Ordering Up Some XQuery
For more than a year, XQuery had been inextricably tied to the acronym FLWR (presumably pronounced "flower") for For|Let|Where|Return. However, as of the November 15, 2002 draft, this acronym became FLWOR, an explicit recognition that ordering plays a fairly major part in database retrieval. The O stands for order by, a keyword that performs much the same actions as the SQL ORDER BY command.
The order by command follows for expressions (and where expressions where they exist), and indicates for a given set of data the order in which the data is output. When it is not explicitly specified with order by, the output order generally depends on the specific system architecture. With an XML file, for instance, the specific order is the order in which the XML parser walks the tree (usually the child of each node is processed, then the next sibling, and then the parent)the so-called document order.
The order by keyword indicates that the content should be sorted in ascending order, unless otherwise indicated according to the data type of the expressions being evaluated. This also implicitly assumes that the data type has some internal notion of ordering, which in turn assumes that there is some sense of schema validation acting on the data. For instance, consider the characters.xml file defined earlier in the chapter. Assume that it has an XSD schema (characters.xsd), which looks something like this:
<?xml version="1.0"?> <xsd:schema xmlns:xsd="http://www.w3.org/2001/XMLSchema"> <xsd:element name="characters" type="Characters"/> <xsd:complexType name="Character"> <xsd:sequence> <xsd:element name="name" type="xsd:string"/> <xsd:element name="gender" type="Gender"/> <xsd:element name="species" type="xsd:string"/> <xsd:element name="vocation" type="xsd:string"/> <xsd:element name="level" type="xsd:nonNegativeInteger"/> <xsd:element name="health" type="xsd:int"/> </xsd:sequence> </xsd:complexType> <xsd:simpleType name="Gender"> <xsd:restriction base="xsd:string"> <xsd:enumeration value="Female"/> <xsd:enumeration value="Male"/> <xsd:enumeration value="Other"/> </xsd:restriction> </xsd:simpleType> <xsd:complexType name="Characters"> <xsd:sequence> <xsd:element name="character" type="Character" minOccurs="0" maxOccurs="unbounded"/> </xsd:sequence> </xsd:complexType> </xsd:schema>
The schema can then be associated with the characters.xml file by editing the enclosing <characters> element:
<characters xmlns:xsi="http://www.w3.org/2001/XMLSchema-instance"

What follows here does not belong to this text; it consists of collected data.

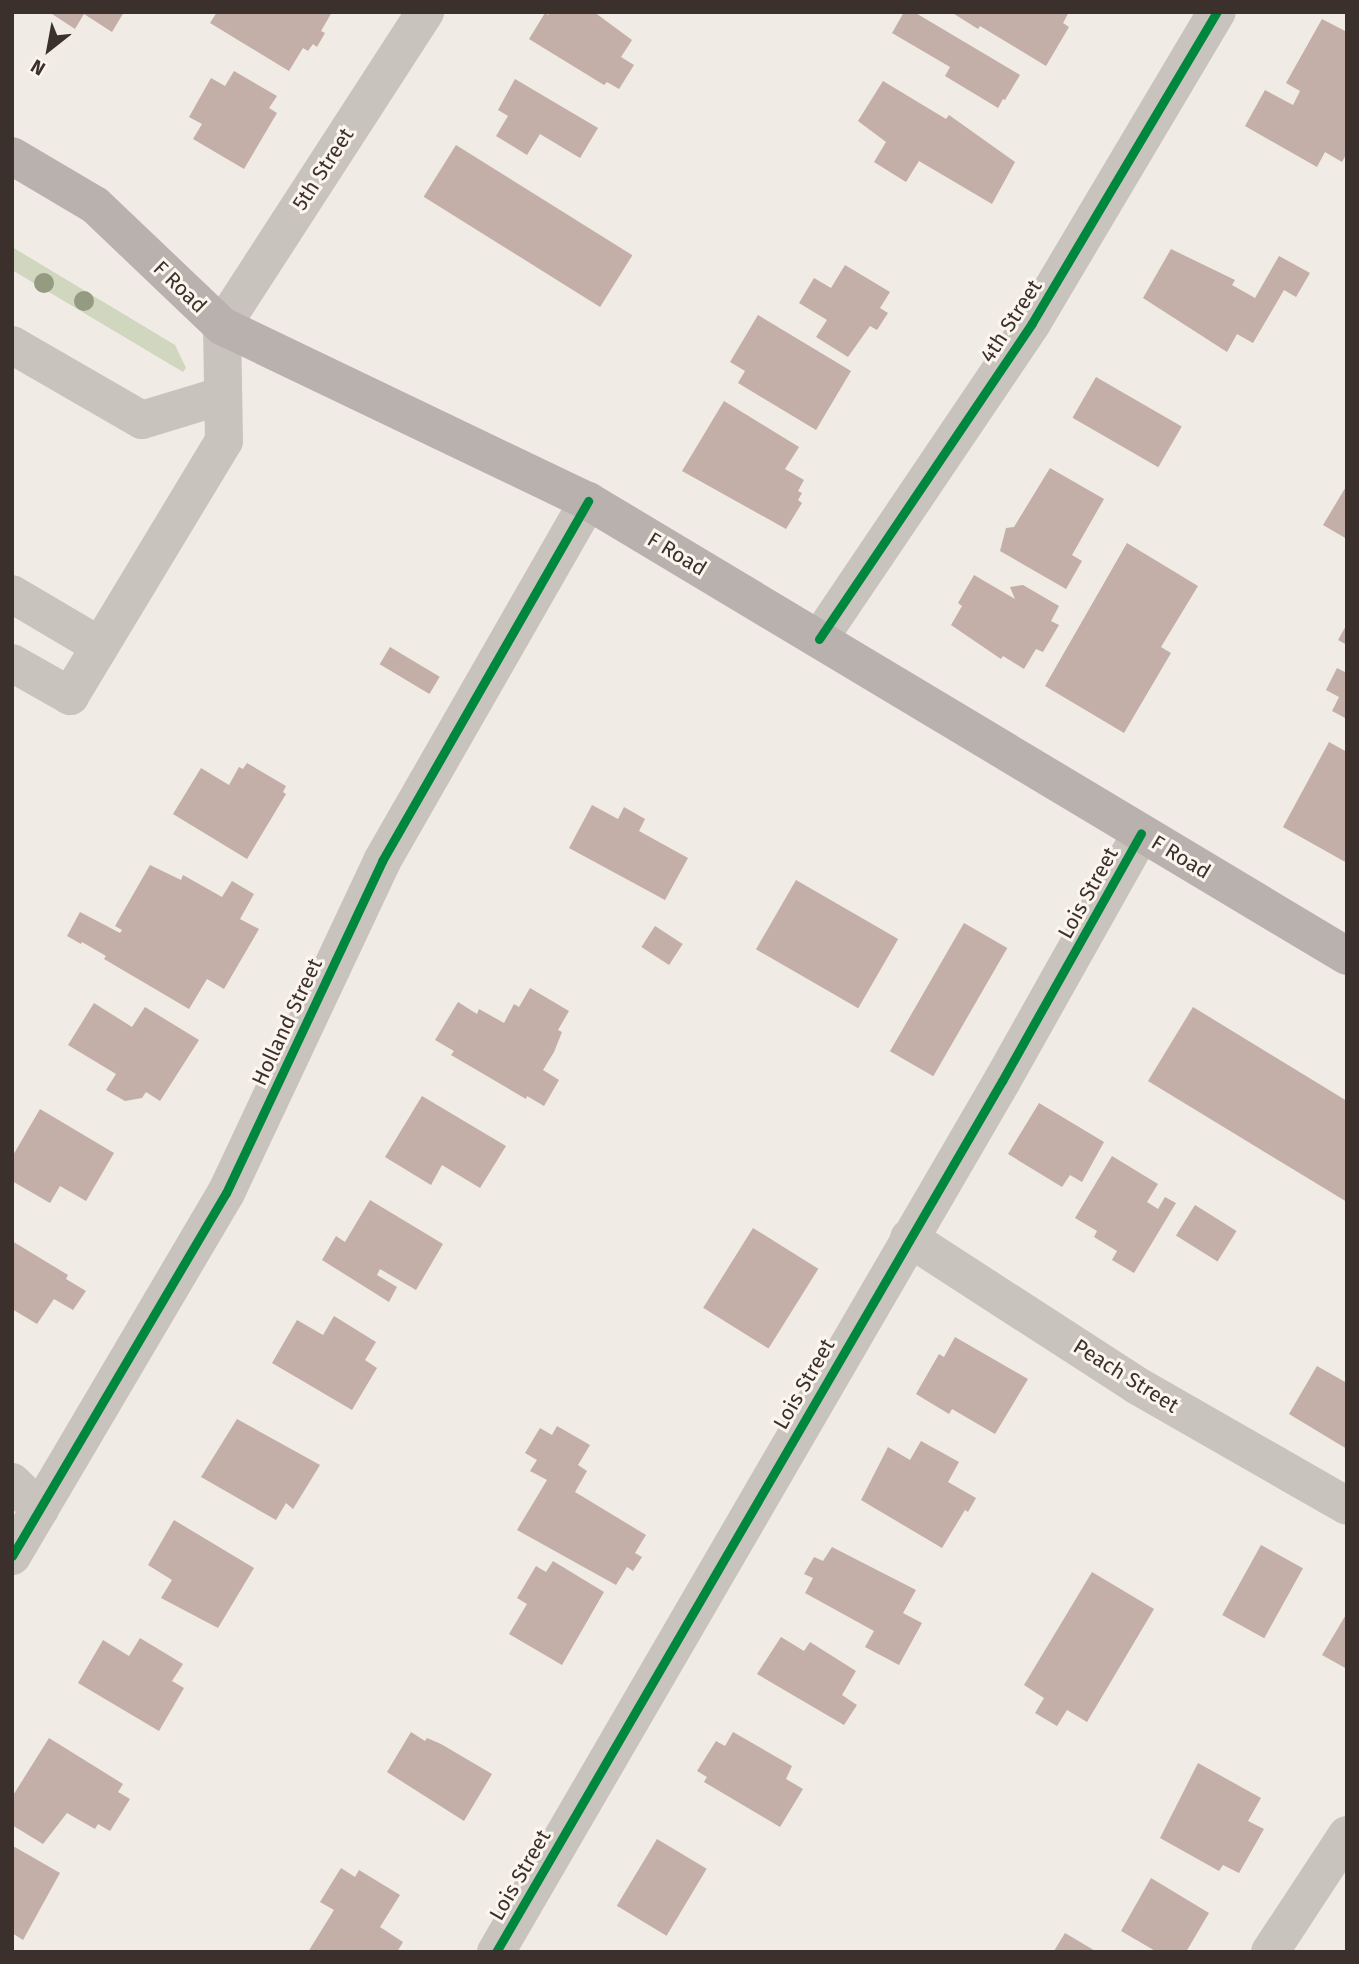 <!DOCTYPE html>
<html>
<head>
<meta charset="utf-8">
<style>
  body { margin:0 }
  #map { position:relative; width:1359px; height:1964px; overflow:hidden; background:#f0ebe5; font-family:"Fira Sans",sans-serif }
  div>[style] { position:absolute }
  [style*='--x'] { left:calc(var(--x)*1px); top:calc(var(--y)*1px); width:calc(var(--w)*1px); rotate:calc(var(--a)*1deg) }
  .green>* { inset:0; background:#d1d6bf }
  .building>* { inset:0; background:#c3afa7; transform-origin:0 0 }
  .minor>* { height:38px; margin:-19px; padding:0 19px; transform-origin:19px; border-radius:19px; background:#c9c3be }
  .major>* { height:38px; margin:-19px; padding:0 19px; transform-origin:19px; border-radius:19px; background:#b8b1ad }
  .cycleway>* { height:9px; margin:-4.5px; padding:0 4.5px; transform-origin:4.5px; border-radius:4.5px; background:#00873e }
  .trees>* { width:20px; height:20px; margin:-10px; border-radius:50%; background:#959b80 }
  span { translate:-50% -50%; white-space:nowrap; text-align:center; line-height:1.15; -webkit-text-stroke:6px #fbf5ee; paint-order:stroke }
  .street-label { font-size:21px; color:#3b302b }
  .frame { position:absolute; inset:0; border:14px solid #3b302b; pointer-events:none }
  .north { position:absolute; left:14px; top:14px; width:70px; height:70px; -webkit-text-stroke:5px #fbf5ee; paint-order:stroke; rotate:211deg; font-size:19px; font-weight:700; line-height:28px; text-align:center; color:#3b302b }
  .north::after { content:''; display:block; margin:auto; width:24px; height:32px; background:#3b302b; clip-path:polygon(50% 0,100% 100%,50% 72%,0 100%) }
</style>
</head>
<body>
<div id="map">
  <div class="green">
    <i style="clip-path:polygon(12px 247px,175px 345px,186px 368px,183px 372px,12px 270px)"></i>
  </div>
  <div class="building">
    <i style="clip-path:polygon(49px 12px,124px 12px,112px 32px,84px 14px,75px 29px)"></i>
    <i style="clip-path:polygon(217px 12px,332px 12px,321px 31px,325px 33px,317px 47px,313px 44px,308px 51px,303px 48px,289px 71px,210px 23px)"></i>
    <i style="clip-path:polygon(550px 12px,594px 12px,632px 40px,621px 57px,634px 65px,619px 89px,607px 82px,604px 85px,529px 39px,545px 13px,548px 15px)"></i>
    <i style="clip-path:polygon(904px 12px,914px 12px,1020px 75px,1005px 100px,1003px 99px,998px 108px,945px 76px,950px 67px,892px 33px)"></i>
    <i style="clip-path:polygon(951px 12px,1069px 12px,1063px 23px,1069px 27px,1046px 66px,980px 26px,978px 29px)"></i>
    <i style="clip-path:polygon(1322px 19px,1347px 32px,1347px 153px,1342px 162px,1325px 152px,1317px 167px,1245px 126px,1265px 90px,1293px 105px,1300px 91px,1286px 83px)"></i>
    <i style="clip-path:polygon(234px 71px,277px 96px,269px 108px,277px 113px,244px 169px,193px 139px,202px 124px,189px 117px,211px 78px,225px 86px)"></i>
    <i style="clip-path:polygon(515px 79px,598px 128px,580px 158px,540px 134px,527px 155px,496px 136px,508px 116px,498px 110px)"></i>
    <i style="clip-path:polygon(883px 81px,946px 119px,949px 115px,1015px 162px,992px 204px,919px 161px,906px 182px,874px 162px,886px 142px,858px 121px)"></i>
    <i style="left:456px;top:145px;width:208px;height:61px;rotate:32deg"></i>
    <i style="clip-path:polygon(1171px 249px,1235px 280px,1232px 285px,1255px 298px,1279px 256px,1310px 273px,1296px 297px,1284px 290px,1253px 343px,1237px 334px,1227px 352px,1143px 298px)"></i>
    <i style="clip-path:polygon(845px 265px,890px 292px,880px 308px,888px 313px,877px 330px,870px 326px,848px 357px,816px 337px,827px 320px,799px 303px,814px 278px,831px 288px)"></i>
    <i style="clip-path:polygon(758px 315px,851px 371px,816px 430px,738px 383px,745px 371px,730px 362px)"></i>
    <i style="left:1096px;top:377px;width:99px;height:47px;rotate:30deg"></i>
    <i style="clip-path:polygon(724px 401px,799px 447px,785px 469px,804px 480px,798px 491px,802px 493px,798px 500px,802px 503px,786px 529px,682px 471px)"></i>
    <i style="clip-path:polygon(1050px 468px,1104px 499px,1072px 555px,1082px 561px,1066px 589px,1000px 551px,1006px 528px,1014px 527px)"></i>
    <i style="clip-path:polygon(1347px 485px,1347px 539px,1323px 525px)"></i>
    <i style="clip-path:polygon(1127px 543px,1198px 586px,1161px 647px,1171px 653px,1124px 733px,1045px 686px)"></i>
    <i style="clip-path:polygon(974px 575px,1015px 599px,1010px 587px,1023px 585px,1059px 606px,1051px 621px,1059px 625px,1043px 652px,1036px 649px,1024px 669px,1003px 656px,1001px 659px,951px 625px,962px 606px,958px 603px)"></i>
    <i style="clip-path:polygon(1347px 624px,1347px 645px,1338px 640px)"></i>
    <i style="left:390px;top:647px;width:58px;height:20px;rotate:31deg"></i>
    <i style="clip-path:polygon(1337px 668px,1347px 673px,1347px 719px,1332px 711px,1339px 697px,1326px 690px)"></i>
    <i style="clip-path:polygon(1329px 742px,1347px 752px,1347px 863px,1283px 827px)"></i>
    <i style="clip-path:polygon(247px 763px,286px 786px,283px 792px,286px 794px,247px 859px,173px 814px,201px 768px,229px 785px,239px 767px,243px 769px)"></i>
    <i style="clip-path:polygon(592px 805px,618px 819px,624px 807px,645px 819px,639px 831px,688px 858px,665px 900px,569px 848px)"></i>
    <i style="clip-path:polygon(150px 865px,181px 880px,183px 875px,222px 897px,232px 881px,254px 894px,240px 919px,259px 929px,224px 989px,207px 979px,189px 1009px,104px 959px,106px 956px,82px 942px,81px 944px,67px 936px,80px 912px,120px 933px,122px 930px,115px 926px)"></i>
    <i style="left:796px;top:880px;width:118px;height:80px;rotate:30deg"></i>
    <i style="left:964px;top:923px;width:50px;height:148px;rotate:30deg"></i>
    <i style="left:655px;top:926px;width:33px;height:25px;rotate:33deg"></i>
    <i style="clip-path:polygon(530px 988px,569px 1011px,558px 1030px,562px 1032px,554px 1052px,543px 1070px,559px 1080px,544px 1106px,527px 1096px,526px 1099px,451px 1055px,454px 1051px,435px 1040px,458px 1002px,477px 1014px,479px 1009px,504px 1023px,514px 1004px,519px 1007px)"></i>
    <i style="clip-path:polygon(94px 1003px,132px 1027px,145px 1007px,199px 1040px,160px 1101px,146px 1092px,142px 1098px,125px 1101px,106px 1090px,116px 1074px,68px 1045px)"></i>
    <i style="clip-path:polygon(1193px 1007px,1347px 1101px,1347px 1202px,1148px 1081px)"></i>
    <i style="clip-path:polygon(422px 1096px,506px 1146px,480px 1188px,442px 1165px,431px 1185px,385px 1157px)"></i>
    <i style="clip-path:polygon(1039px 1103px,1104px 1142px,1082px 1182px,1070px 1175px,1062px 1187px,1008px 1154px)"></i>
    <i style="clip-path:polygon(40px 1109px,114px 1153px,86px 1201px,60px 1186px,50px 1203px,12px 1181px,12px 1157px)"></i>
    <i style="clip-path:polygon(1112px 1156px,1158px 1184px,1147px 1202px,1158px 1209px,1165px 1197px,1176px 1203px,1134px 1273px,1112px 1260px,1117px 1251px,1094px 1237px,1097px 1231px,1075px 1218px)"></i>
    <i style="clip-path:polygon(370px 1200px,443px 1244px,416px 1290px,380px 1269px,377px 1275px,397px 1287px,389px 1302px,322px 1260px,336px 1236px,345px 1242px)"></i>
    <i style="left:1195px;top:1205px;width:49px;height:36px;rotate:32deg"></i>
    <i style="left:753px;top:1228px;width:77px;height:94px;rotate:32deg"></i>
    <i style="clip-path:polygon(12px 1241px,68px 1275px,66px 1279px,86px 1291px,73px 1310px,54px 1299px,37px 1324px,12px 1309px)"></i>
    <i style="clip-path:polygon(334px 1316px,376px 1342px,365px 1360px,377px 1368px,352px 1410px,272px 1363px,297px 1320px,323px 1335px)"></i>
    <i style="clip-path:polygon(955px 1337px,1028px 1379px,995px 1434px,952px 1409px,949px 1414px,916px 1394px,939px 1354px,944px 1357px)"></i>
    <i style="clip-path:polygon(1317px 1366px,1347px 1383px,1347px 1449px,1289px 1414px)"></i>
    <i style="clip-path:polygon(237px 1419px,320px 1465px,293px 1509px,286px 1503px,276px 1520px,201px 1477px)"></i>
    <i style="clip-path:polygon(557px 1426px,590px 1445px,578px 1465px,587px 1471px,575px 1492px,646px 1535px,635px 1553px,642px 1557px,633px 1571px,627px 1567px,616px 1585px,517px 1530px,547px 1480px,530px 1471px,537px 1460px,525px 1453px,540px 1428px,552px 1435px)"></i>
    <i style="clip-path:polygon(921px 1441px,959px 1462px,948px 1482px,976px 1498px,968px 1512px,965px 1510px,942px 1548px,861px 1500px,888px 1447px,910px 1460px)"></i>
    <i style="clip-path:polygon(174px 1520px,254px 1568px,218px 1628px,161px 1598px,172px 1580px,148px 1565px)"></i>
    <i style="left:1261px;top:1545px;width:48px;height:80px;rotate:29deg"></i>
    <i style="clip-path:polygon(832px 1547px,916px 1590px,903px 1613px,922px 1623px,899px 1665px,865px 1647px,874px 1631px,805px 1593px,813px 1578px,804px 1574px,814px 1557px,823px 1561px)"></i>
    <i style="clip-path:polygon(553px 1561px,604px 1592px,562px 1665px,509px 1634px,527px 1604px,517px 1598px,536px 1566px,546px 1572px)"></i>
    <i style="clip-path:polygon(1092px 1572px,1154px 1609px,1087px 1722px,1067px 1710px,1057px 1726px,1035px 1713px,1044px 1698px,1024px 1685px)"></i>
    <i style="clip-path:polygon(1347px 1613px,1347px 1669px,1322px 1655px)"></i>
    <i style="clip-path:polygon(781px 1637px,804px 1651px,810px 1642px,856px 1671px,842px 1695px,857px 1705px,844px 1725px,757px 1674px)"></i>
    <i style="clip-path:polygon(140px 1638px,183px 1664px,172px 1681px,184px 1688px,159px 1731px,78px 1683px,103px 1640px,129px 1656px)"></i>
    <i style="clip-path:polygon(411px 1732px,425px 1741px,427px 1738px,441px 1744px,492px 1774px,464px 1821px,387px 1772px)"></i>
    <i style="clip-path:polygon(733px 1732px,792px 1766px,786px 1779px,803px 1789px,780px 1827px,704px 1782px,707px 1777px,697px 1771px,716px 1741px,725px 1746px)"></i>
    <i style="clip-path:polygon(49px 1738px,123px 1784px,118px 1792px,130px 1799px,110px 1831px,98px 1824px,95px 1829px,67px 1813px,43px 1844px,12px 1825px,12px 1797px)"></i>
    <i style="clip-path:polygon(1198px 1763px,1261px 1798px,1248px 1821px,1264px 1829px,1239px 1873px,1223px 1865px,1219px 1871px,1160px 1838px)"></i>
    <i style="left:657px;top:1839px;width:58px;height:78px;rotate:31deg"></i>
    <i style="clip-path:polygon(13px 1846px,60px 1873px,23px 1940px,12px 1933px)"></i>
    <i style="clip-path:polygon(341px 1868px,355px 1877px,359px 1870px,400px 1895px,380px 1927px,403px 1942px,397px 1952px,308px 1952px,334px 1910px,320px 1902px)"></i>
    <i style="clip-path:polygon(1151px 1878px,1209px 1913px,1186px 1952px,1157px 1952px,1121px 1931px)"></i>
    <i style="clip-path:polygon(1065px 1933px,1097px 1952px,1054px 1951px)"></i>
  </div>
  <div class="minor">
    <i style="--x:12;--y:345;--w:150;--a:30"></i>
    <i style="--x:142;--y:420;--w:83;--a:-16.9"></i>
    <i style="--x:12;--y:594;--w:102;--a:30.6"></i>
    <i style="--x:819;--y:639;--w:381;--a:-56"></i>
    <i style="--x:1032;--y:323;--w:362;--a:-59.3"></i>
    <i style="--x:12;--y:663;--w:67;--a:29.6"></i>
    <i style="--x:70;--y:696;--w:298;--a:-58.9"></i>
    <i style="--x:224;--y:441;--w:115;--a:-91"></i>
    <i style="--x:222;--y:326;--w:374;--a:-57.1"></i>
    <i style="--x:909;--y:1238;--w:270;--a:32.9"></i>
    <i style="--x:1136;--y:1385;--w:243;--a:29.8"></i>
    <i style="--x:12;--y:1482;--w:39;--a:44"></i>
    <i style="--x:12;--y:1556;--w:421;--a:-59.5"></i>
    <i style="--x:226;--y:1193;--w:367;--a:-64.8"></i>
    <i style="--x:382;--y:861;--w:415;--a:-60.2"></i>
    <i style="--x:496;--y:1952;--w:1007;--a:-59.85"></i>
    <i style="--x:1002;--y:1081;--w:284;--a:-60.7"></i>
    <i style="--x:1270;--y:1952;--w:140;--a:-56.7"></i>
  </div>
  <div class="major">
    <i style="--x:12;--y:156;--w:96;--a:30.6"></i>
    <i style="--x:95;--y:205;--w:175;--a:43.6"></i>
    <i style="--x:222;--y:326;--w:406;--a:25.6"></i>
    <i style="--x:588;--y:501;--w:885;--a:30.94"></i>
  </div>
  <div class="cycleway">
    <i style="--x:819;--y:639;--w:381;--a:-56"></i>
    <i style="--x:1032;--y:323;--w:362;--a:-59.3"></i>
    <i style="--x:12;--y:1556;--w:421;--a:-59.5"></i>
    <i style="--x:226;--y:1193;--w:367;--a:-64.8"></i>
    <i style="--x:382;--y:861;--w:415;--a:-60.2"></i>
    <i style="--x:496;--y:1952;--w:1007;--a:-59.85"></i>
    <i style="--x:1002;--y:1081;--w:284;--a:-60.7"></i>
  </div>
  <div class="trees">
    <i style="left:44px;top:283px"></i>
    <i style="left:84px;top:301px"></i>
  </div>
  <div class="street-label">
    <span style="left:323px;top:169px;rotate:-57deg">5th Street</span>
    <span style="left:180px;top:287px;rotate:44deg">F Road</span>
    <span style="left:1011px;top:321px;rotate:-57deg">4th Street</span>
    <span style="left:677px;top:554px;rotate:31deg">F Road</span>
    <span style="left:1181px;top:857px;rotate:31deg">F Road</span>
    <span style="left:1088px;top:893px;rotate:-61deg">Lois Street</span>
    <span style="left:287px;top:1022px;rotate:-65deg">Holland Street</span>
    <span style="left:1126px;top:1376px;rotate:32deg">Peach Street</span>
    <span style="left:804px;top:1384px;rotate:-60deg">Lois Street</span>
    <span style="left:520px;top:1875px;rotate:-60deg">Lois Street</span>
  </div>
  <div class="frame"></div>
  <div class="north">N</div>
</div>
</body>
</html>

xsi:noNamespaceSchemaLocation="http://www.kurtcagle.net/schemas/Characters.xsd"> <character> <name>Aleria Delamare</name> <gender>Female</gender> <species>Heroleim</species> <vocation>Bard</vocation> <level>5</level> <health>25</health> </character> <character> <name>Shar Denasthenes</name> <gender>Male</gender> <species>Human</species> <vocation>Merchant</vocation> <level>6</level> <health>28</health> </character> ... </characters>
The xsi:noNamespaceSchemaLocation gives the URL (here on a local machine) to the schema file. This schema thus indicates that <level> is a nonnegative integer, and <health> is an unbounded integer.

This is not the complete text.